BEGIN RECORDS TO USE

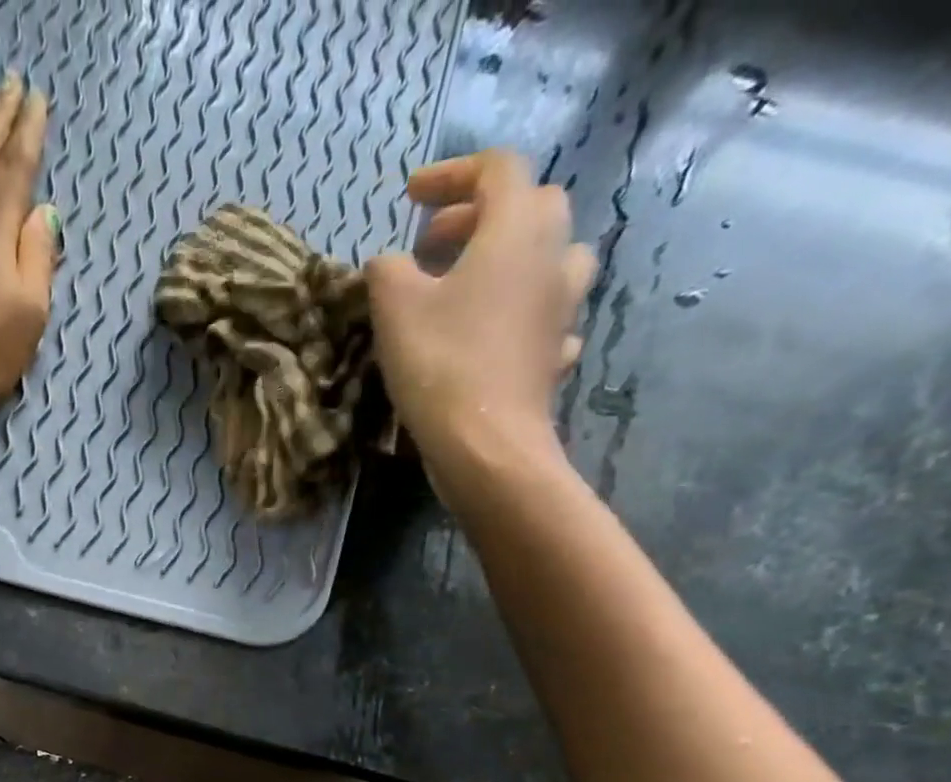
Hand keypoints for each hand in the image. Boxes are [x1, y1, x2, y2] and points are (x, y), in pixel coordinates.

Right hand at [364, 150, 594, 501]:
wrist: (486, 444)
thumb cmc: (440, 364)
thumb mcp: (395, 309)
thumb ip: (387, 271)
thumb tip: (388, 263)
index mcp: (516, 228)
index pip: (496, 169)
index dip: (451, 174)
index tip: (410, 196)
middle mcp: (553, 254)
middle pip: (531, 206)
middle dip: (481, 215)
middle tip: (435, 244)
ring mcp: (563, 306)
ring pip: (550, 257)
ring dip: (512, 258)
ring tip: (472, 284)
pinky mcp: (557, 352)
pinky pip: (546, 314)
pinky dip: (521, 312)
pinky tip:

END RECORDS TO USE
BEGIN RECORDS TO USE

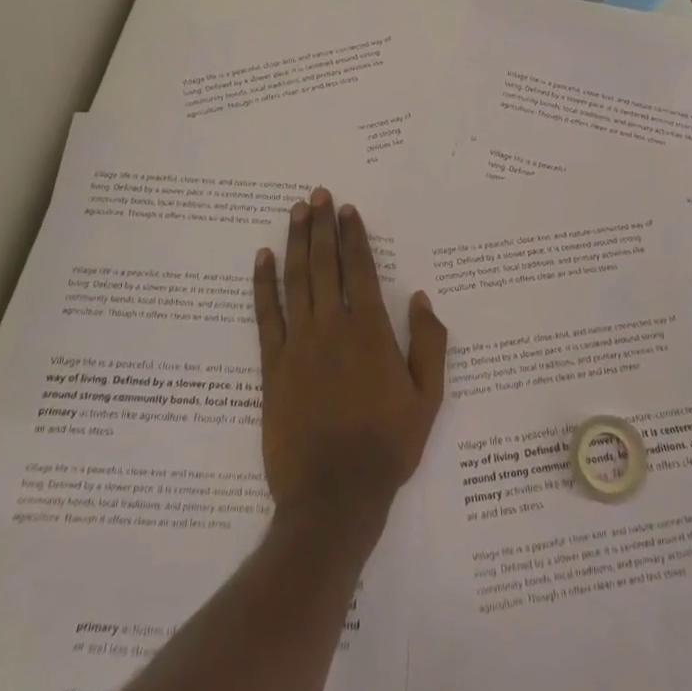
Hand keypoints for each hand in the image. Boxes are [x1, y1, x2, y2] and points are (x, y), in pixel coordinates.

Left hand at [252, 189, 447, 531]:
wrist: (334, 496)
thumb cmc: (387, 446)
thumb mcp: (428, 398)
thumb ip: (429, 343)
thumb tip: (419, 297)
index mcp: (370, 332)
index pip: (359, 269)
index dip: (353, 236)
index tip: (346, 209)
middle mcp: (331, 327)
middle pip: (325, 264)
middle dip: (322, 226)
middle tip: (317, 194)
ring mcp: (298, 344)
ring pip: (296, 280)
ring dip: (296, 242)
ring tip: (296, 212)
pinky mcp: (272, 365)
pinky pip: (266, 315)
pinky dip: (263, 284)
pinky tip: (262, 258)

END RECORDS TO USE
BEGIN RECORDS TO USE

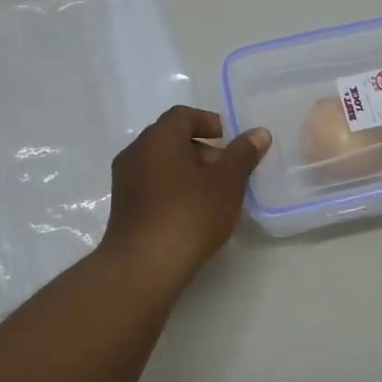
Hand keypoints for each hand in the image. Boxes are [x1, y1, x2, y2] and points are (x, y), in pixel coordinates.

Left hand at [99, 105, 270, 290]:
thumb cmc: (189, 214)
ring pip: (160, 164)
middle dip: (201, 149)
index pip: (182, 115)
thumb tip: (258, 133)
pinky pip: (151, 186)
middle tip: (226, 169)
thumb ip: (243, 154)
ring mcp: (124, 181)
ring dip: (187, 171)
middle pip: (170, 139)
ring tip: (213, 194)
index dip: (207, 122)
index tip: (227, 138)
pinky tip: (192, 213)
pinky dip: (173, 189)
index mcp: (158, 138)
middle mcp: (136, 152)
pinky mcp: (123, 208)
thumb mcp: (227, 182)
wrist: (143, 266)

END RECORDS TO USE

• _WHAT THE TASK REQUIRES_:
Each line in the entries above, starting at the line with "index pip: (182, 115)" and ending at the line with "wrist: (143, 266)", is to be printed exactly, and only those lines.

• _RESPONSE BELOW_:
index pip: (182, 115)
thumb tip: (258, 133)
pinky pip: (151, 186)
middle tip: (226, 169)
thumb ip: (243, 154)
ring mcp: (124, 181)
ring dip: (187, 171)
middle pip: (170, 139)
ring tip: (213, 194)
index dip: (207, 122)
index tip: (227, 138)
pinky tip: (192, 213)
pinky dip: (173, 189)
index mcp: (158, 138)
middle mcp: (136, 152)
pinky mcp: (123, 208)
thumb mcp: (227, 182)
wrist: (143, 266)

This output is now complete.